Drought’s lingering impact
By Dave Gathman email@example.com March 23, 2013 10:33PM
Meat cutter Keith Bloedorn (left) heads to the butcher block to make more bacon as owner Ed Reiser watches Tuesday at Dreymiller and Kray Inc. in Hampshire. March 19, 2013 | Michael Smart~Sun-Times Media
Updated: April 25, 2013 7:25AM
HAMPSHIRE — Last week the average price paid to farmers for unprocessed “choice” beef cattle was the highest it has ever been. And worse may be in the offing, if you’re anywhere on the eating end of such transactions.
Whether you’re shopping for a sirloin at the local supermarket or looking over the menu at your favorite restaurant, you’re likely to see big increases in the price of meat — especially beef.
We could call it the other shoe dropping — or maybe better, the other shoe kicking meat-eaters in the rear — from last summer’s drought. But burning ethanol in our car engines and even the changing eating habits of people in China play a role, too.

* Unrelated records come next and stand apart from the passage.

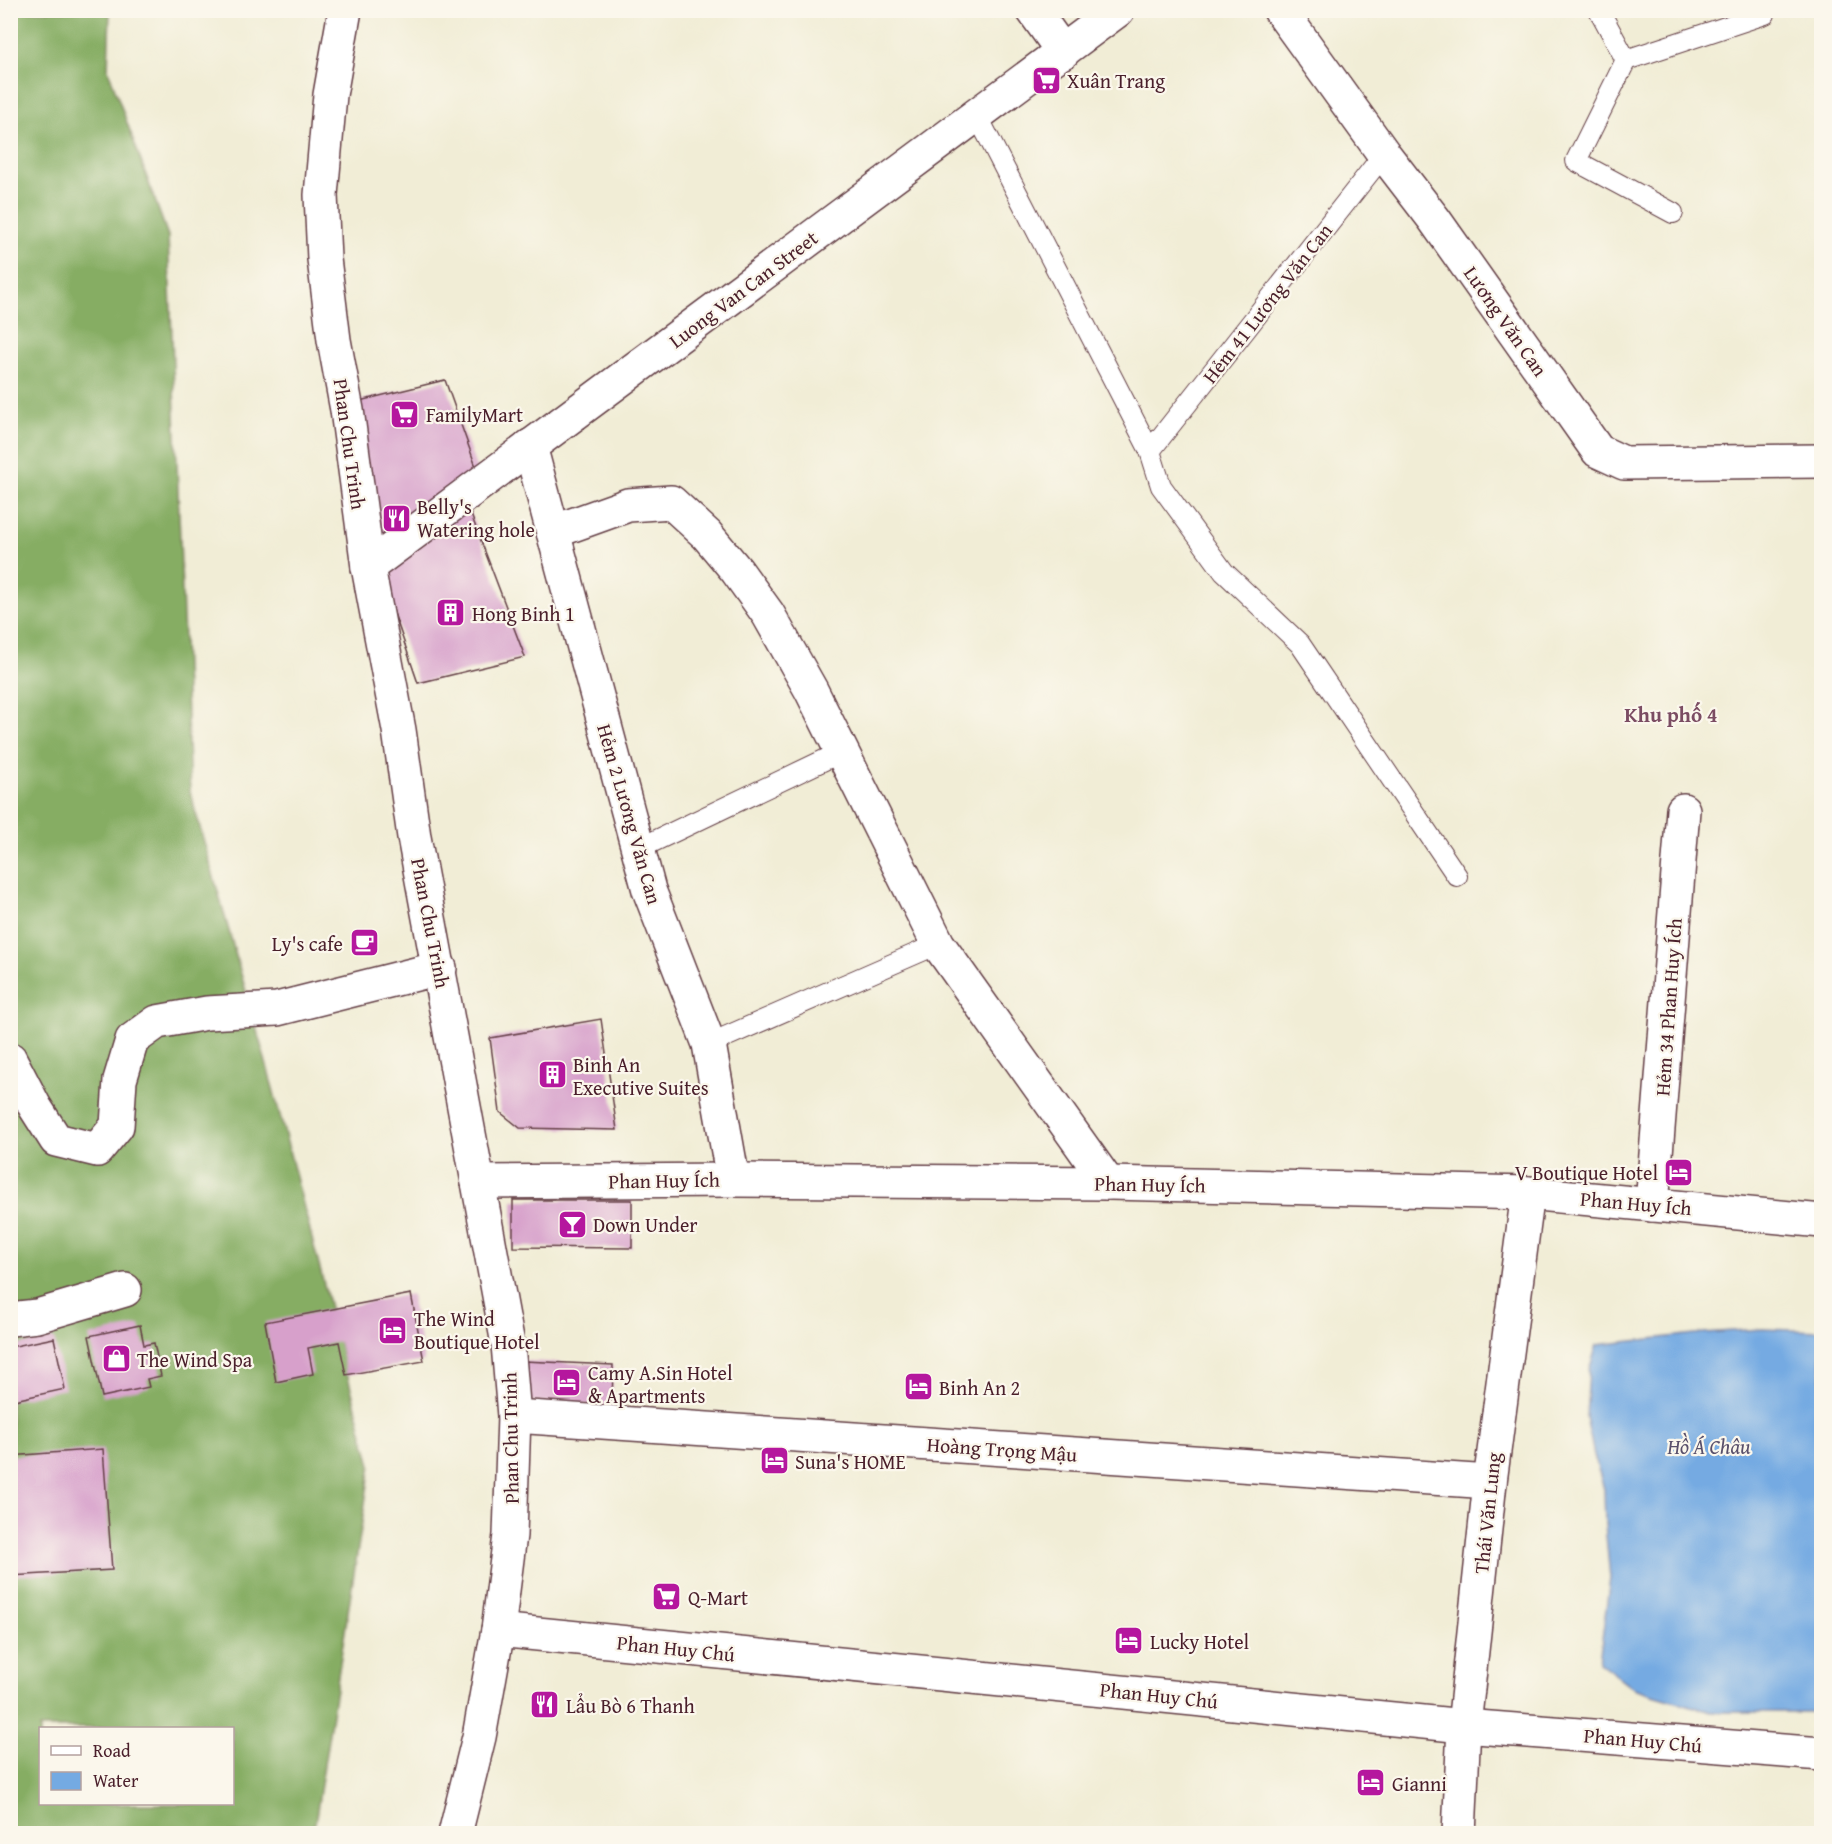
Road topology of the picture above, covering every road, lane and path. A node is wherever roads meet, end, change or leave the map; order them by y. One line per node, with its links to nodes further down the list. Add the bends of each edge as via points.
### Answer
1 (345, 10): 16 (street, Phan Chu Trinh, via 330,95 321,195 334,340)
2 (1033, 10): 7 (street)
3 (1118, 10): 7 (street, Luong Van Can Street)
4 (1280, 10): 10 (street, Lương Văn Can)
5 (1599, 10): 8 (lane)
6 (1765, 14): 8 (lane)
7 (1063, 52): 9 (street, Luong Van Can Street)
8 (1626, 60): 11 (lane, via 1576,161)
9 (977, 115): 12 (street, Luong Van Can Street); 13 (lane)
10 (1384, 154): 13 (lane, Hẻm 41 Lương Văn Can); 14 (street, Lương Văn Can, via 1599,451 1624,463)
11 (1673, 213)
12 (530, 446): 15 (street, Hẻm 2 Lương Văn Can); 16 (street, Luong Van Can Street)
13 (1150, 451): 20 (lane, via 1161,486 1224,572 1300,644)
14 (1821, 461)
15 (553, 532): 17 (street, via 628,505 671,502 707,536 768,614); 19 (street, Hẻm 2 Lương Văn Can)
16 (368, 567): 22 (street, Phan Chu Trinh)
17 (841, 752): 19 (lane); 21 (street)
18 (1683, 810): 29 (street, Hẻm 34 Phan Huy Ích)
19 (639, 849): 23 (street, Hẻm 2 Lương Văn Can, via 650,890)
20 (1457, 876)
21 (938, 944): 23 (lane); 27 (street)
22 (440, 968): 24 (street, via 277,1009 207,1013 157,1022 132,1040 120,1080 117,1126 96,1149 56,1140); 26 (street, Phan Chu Trinh)
23 (709, 1044): 25 (street, Hẻm 2 Lương Văn Can)
24 (10, 1059)
25 (733, 1179): 26 (street, Phan Huy Ích); 27 (street, Phan Huy Ích)
26 (478, 1182): 33 (street, Phan Chu Trinh, via 508,1344)
27 (1108, 1183): 28 (street, Phan Huy Ích)
28 (1528, 1193): 29 (street, Phan Huy Ích); 34 (street, Thái Văn Lung)
29 (1653, 1205): 30 (street, Phan Huy Ích)
30 (1821, 1221)
31 (125, 1290): 32 (street, via 37,1316)
32 (10, 1319)
33 (514, 1416): 34 (street, Hoàng Trọng Mậu); 35 (street, Phan Chu Trinh, via 510,1535)
34 (1490, 1482): 36 (street, Thái Văn Lung)
35 (498, 1630): 36 (street, Phan Huy Chú); 38 (street, Phan Chu Trinh, via 479,1737)
36 (1464, 1726): 37 (street, Phan Huy Chú); 39 (street, Thái Văn Lung)
37 (1821, 1754)
38 (454, 1833)
39 (1459, 1833)

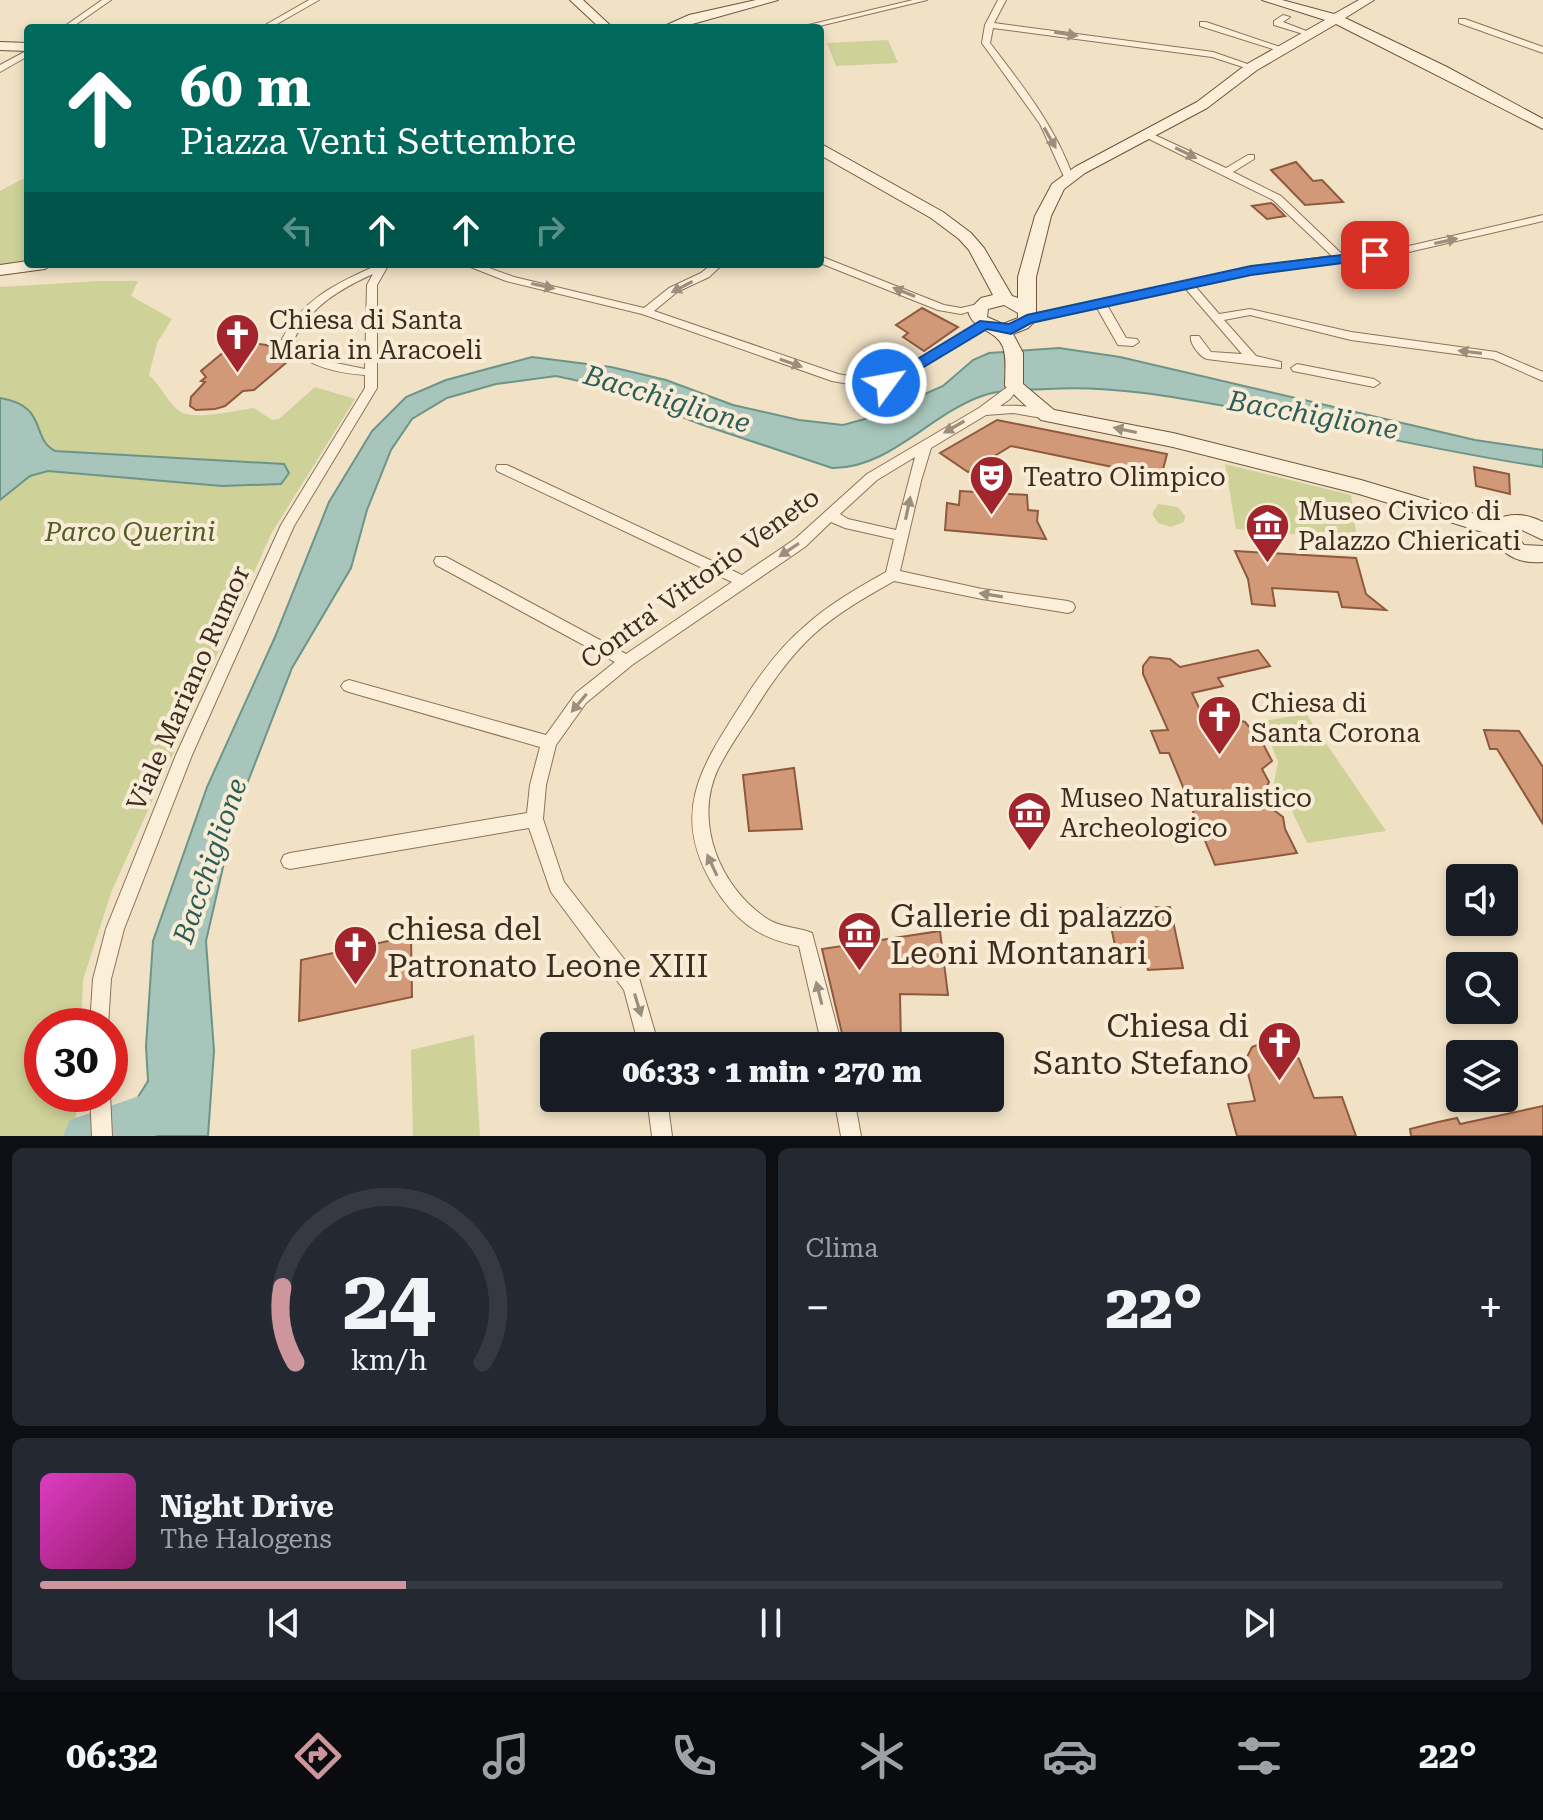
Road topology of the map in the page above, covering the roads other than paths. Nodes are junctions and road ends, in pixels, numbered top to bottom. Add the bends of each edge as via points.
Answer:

“To be honest, there isn’t a huge profit in this. They basically just take care of themselves financially,” said Scott Horton, the owner of Horton Farms Shorthorns in rural St. Charles.
“In the last few years, the cost of their feed has gone up about 50 percent.”
The rising cost of corn and soybeans and hay doesn’t have a direct or immediate link to the price of meat. But it does have a very real, though often delayed, impact. Horton explains that it all has to do with supply and demand.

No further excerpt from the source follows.